Published on November 08, 2007

The produce aisle can be daunting during autumn. Those big white pumpkins, turban squash, sweet dumpling, butternut, hubbard, buttercup, ambercup, acorn, spaghetti and lakota squashes—every shape and size cucurbita staring at you, begging for a good home. But you, don't have a clue how to give them a good home. And you don't want some sort of Squashgate breaking out when you try to pawn off a Japanese kabocha squash on your mother-in-law.

Tanya Petrovna has answers. Sunday, she's cooking up some of her famous Native Foods recipes at her second annual Squash Fest at the Camp in Costa Mesa. Gobble up some of her curried pumpkin soup with pomegranate pearls, join the squash tasting (with comment cards to help you keep track), and let go of your squash anxiety.

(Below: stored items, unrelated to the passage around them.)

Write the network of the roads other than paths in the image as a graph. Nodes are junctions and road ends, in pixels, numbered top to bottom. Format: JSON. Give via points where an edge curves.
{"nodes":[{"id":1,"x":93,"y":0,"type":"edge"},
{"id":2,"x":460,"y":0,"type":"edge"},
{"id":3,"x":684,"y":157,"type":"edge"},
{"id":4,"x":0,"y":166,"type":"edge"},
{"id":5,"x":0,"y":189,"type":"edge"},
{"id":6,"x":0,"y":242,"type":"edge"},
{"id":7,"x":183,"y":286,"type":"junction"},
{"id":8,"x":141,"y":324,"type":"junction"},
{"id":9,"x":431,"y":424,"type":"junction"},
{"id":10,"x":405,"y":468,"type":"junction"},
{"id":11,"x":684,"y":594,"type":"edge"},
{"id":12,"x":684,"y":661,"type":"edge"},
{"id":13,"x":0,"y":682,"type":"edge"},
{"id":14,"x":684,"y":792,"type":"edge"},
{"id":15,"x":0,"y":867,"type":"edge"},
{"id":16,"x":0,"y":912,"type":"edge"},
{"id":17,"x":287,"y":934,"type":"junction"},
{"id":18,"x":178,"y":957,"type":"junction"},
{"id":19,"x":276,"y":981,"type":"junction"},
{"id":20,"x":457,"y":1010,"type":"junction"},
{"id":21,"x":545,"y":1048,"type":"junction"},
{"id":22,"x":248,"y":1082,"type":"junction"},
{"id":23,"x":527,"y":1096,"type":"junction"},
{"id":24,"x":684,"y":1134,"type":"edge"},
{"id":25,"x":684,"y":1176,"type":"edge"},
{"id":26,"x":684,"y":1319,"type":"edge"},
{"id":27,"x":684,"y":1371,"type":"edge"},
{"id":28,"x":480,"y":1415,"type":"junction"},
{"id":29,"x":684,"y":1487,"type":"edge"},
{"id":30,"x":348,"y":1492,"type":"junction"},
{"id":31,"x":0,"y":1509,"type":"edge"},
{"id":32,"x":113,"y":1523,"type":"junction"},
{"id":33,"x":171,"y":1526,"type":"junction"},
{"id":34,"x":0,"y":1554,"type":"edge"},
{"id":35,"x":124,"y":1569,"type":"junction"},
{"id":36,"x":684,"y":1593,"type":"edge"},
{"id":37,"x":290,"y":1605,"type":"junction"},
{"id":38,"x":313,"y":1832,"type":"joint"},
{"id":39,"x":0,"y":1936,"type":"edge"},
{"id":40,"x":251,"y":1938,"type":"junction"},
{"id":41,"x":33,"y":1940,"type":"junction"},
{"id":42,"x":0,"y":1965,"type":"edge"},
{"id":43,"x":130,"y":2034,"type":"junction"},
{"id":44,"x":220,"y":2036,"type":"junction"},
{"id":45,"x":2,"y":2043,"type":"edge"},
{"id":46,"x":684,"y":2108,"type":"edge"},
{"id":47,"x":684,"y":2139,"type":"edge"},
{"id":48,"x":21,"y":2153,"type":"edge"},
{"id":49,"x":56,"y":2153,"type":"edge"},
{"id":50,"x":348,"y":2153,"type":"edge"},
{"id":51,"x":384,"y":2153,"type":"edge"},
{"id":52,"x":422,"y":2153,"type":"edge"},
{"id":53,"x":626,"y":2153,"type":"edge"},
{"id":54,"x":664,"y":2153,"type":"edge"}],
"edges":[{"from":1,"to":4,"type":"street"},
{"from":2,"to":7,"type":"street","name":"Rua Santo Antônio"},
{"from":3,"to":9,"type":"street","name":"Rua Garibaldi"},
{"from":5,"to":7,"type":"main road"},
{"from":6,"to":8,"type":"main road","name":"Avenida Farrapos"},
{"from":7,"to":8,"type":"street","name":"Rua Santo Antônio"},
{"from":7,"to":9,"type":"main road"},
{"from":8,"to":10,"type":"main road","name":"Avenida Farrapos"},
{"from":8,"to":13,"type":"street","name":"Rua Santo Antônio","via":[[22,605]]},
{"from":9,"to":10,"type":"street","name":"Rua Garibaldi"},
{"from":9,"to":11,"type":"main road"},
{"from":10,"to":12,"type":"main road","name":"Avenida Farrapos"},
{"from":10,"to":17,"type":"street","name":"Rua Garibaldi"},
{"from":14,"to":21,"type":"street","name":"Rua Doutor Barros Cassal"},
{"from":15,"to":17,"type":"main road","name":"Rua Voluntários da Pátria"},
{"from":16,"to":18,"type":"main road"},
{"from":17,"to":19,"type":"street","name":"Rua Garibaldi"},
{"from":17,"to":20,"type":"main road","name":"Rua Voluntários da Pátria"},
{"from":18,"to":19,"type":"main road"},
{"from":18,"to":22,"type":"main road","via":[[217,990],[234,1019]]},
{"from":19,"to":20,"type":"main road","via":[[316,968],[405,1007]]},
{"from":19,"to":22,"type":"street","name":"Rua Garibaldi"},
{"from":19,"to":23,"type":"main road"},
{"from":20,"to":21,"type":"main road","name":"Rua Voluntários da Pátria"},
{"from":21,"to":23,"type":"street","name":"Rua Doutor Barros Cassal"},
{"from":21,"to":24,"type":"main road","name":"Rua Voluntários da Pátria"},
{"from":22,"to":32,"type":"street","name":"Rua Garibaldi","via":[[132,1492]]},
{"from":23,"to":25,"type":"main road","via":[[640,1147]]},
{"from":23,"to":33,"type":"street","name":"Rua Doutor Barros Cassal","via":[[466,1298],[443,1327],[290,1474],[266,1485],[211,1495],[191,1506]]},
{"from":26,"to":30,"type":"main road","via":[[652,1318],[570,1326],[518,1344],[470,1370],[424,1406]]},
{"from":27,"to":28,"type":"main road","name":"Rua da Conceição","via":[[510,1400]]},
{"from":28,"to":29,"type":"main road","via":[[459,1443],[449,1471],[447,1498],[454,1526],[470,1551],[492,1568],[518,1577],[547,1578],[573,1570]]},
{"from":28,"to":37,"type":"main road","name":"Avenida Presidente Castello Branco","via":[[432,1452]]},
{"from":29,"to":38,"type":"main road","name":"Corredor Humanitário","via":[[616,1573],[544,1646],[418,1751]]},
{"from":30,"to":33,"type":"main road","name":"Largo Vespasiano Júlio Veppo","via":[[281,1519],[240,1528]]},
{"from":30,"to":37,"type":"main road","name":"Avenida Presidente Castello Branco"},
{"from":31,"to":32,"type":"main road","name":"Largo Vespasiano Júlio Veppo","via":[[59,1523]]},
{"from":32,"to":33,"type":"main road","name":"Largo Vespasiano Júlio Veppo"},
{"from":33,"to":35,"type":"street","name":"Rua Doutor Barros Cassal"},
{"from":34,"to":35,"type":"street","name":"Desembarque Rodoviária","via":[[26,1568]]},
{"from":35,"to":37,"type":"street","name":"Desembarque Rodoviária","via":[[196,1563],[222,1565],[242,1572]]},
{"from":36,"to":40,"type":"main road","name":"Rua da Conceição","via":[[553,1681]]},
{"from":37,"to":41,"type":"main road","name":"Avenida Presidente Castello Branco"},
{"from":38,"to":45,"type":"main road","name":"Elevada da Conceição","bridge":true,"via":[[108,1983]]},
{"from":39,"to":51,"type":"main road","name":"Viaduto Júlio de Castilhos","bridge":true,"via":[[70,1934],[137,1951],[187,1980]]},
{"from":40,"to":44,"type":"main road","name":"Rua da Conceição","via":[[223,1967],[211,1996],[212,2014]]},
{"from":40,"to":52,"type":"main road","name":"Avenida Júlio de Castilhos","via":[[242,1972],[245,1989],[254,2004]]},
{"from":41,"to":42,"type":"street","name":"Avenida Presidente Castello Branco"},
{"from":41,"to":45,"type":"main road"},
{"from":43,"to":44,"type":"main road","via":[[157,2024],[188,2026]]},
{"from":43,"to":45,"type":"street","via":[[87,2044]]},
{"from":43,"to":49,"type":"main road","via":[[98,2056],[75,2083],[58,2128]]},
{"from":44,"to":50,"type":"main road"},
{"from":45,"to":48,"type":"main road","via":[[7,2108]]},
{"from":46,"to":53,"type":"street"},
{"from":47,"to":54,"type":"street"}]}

"At Native Foods, we love to educate while we are putting something great in someone's mouth," Petrovna says with unbridled squash enthusiasm.

And what does she think about the produce-aisle intimidation? "They're big and heavy, and there's that whole 'What am I going to do with it?' thing." But really, she says, most winter squash is interchangeable. And with so many shades of orange available—chock-full of beta-carotene and other cancer-fighting antioxidants—we should stock up while we can.

But it's not all about what's for dinner. There are also lots of "squashy" things happening, Petrovna says. You can boogie down to reggae music, peruse the sidewalk chalk art by Native Foods' resident chalkboard artist GG and pick up some handcrafted goods.

Plus, if you're feeling particularly frisky at the thought of turkey-free fixin's after a day with the Native Foods crew, sign up to adopt a turkey and spare it from a tragic fate. No one will be more full of thank-yous than your new stuffing-less feathered friend.

Squash Fest at the Camp, 2937 Bristol St., Costa Mesa, (714) 751-2151; www.www.nativefoods.com. Sun., noon-5 p.m. Free. All ages.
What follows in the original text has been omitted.